Y es que la película tiene unas escenas tremendamente conmovedoras que van más allá de las coyunturas mundiales. Durante la segunda mitad de la película, el director James Cameron logró retratar el espectro de las emociones humanas de una forma mucho más poderosa que el mismo barco.

Hay que tener el corazón hecho de piedra para no sentir un nudo en la garganta con la dignidad de los músicos que, según cuenta la leyenda, tocaron hasta el último momento del hundimiento; con la angustia y el dolor del ingeniero que diseñó el barco que se sienta a esperar su muerte; con los que buscaron refugio en la religión, o con la madre que pone a sus hijos a dormir, o con los que se matan por conseguir un puesto en los botes salvavidas, o el capitán del barco encerrado en su camarote, dispuesto a morir en su navío. Y, por supuesto, cómo no conmoverse con el único oficial compasivo que regresa a buscar los pocos sobrevivientes que quedan, si es que quedan.

Ahora, gracias al auge de la tecnología 3D y para coincidir con el centenario de la tragedia, James Cameron ha remasterizado su obra maestra y la ha vuelto a llevar a los teatros, después de haber rotado interminablemente por todos los Premier Caracol y Cinefox del mundo. Los efectos visuales siguen siendo impresionantes, y el 3D aumenta la calidad de los detalles pequeños como por ejemplo el calado de los cristales en las lámparas. Y no importa cuántas veces la haya visto en televisión, Titanic es una película que hay que ver en pantalla gigante para captar toda su dimensión.

Recuerdo cuando la vi por primera vez a los dieciséis años. Como millones de adolescentes terrícolas, estaba perdidamente enamorada de Leonardo DiCaprio después de verlo en Romeo y Julieta el año anterior. Ahora, Leonardo se estaba montando en el “barco de los sueños” y yo ahí estaba, de primera en la fila el día del estreno. La película, decían, era la más cara de la historia. Cameron ya entonces tenía fama de hacer únicamente películas carísimas como Terminator y Terminator 2. En ese momento me impresionó profundamente enterarme de que la mismas compañías que habían producido la vajilla, los cubiertos y hasta la alfombra originales del Titanic las habían reproducido para la cinta.

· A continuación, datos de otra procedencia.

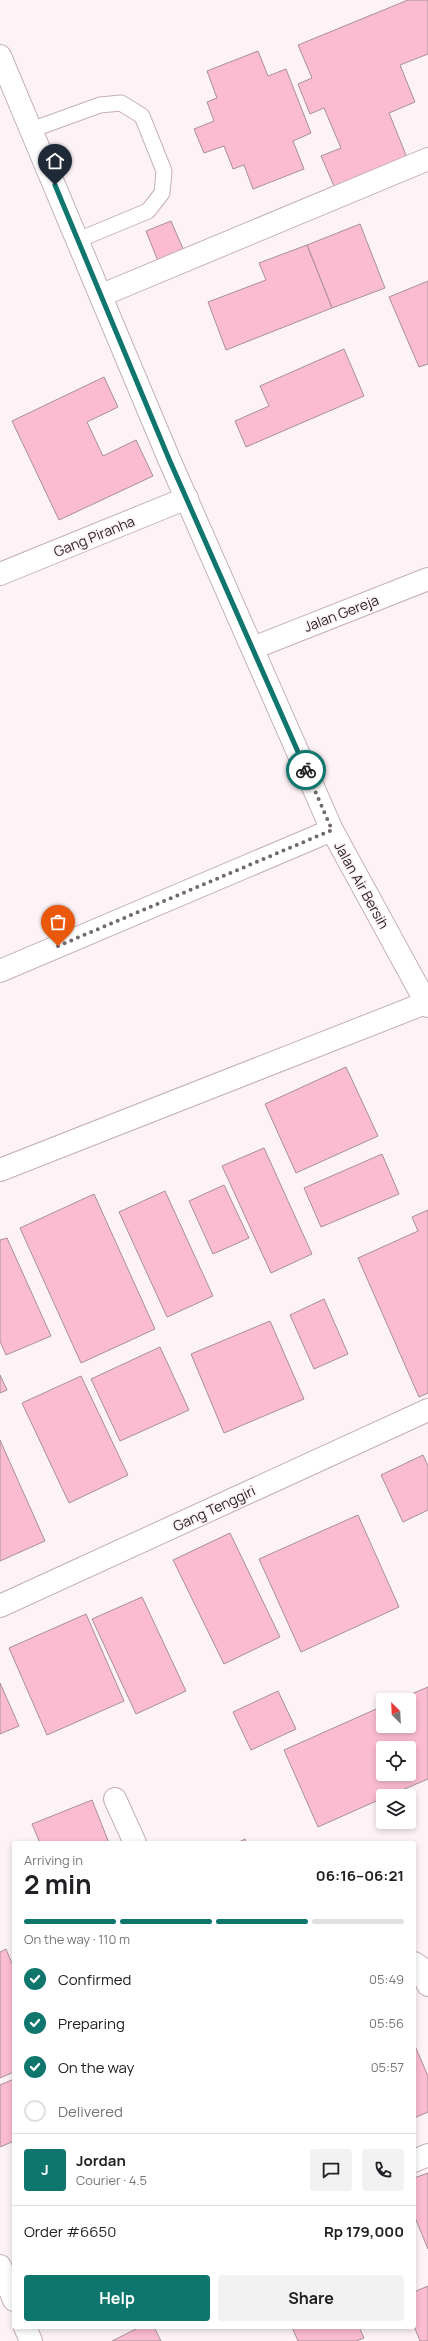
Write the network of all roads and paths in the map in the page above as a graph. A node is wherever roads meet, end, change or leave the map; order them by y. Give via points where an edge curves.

En ese momento el romance entre Jack y Rose me conmovió como nada lo había hecho antes, y sé que aunque lo nieguen, la mayoría de mujeres de mi generación se conmovió de la misma forma. Lo sé porque a la salida del teatro había niñas que seguían llorando en el baño, y porque muchas fueron a verla más de una vez.

Titanic ese año arrasó en todas las entregas de premios. En los Globos de Oro se llevó los premios a Mejor Película (Drama), Mejor Canción, Mejor Director, entre otros, y se ganó once de los catorce Óscares a los que estaba nominada, entre esos a Mejor Película y Mejor Director. Y cómo olvidar “My heart will go on”, la canción de Celine Dion que bien podría ser la banda sonora de la segunda mitad de los noventas.

Además, cuando uno lo piensa, pocas películas han producido tantísimos clichés como Titanic. ¿Cuántas parejas al día no se toman una foto con los brazos extendidos? ¿Cuántos no se asoman a un precipicio y gritan “I’m the king of the world!”?

Por último, aunque ciertamente no menos importante, está el efecto de Titanic sobre las carreras de sus dos protagonistas, Leonardo DiCaprio y Kate Winslet. Winslet ha sido nominada seis veces al premio Oscar, que ganó finalmente en 2009 por la película El Lector. DiCaprio dejó a un lado su imagen de galán y se convirtió en uno de los actores de mayor reputación en Hollywood.

Ya su audiencia no son las adolescentes enloquecidas de amor por DiCaprio, aunque seguramente la nostalgia será un atractivo para quienes quieran volver a verla. La adulta que soy no se conmueve tanto con el amor juvenil de Jack y Rose. Sin embargo, a la salida me encontré a unas niñas llorando en el baño como hace 15 años. Díganme ustedes si la cinta, entonces, no es valiosa.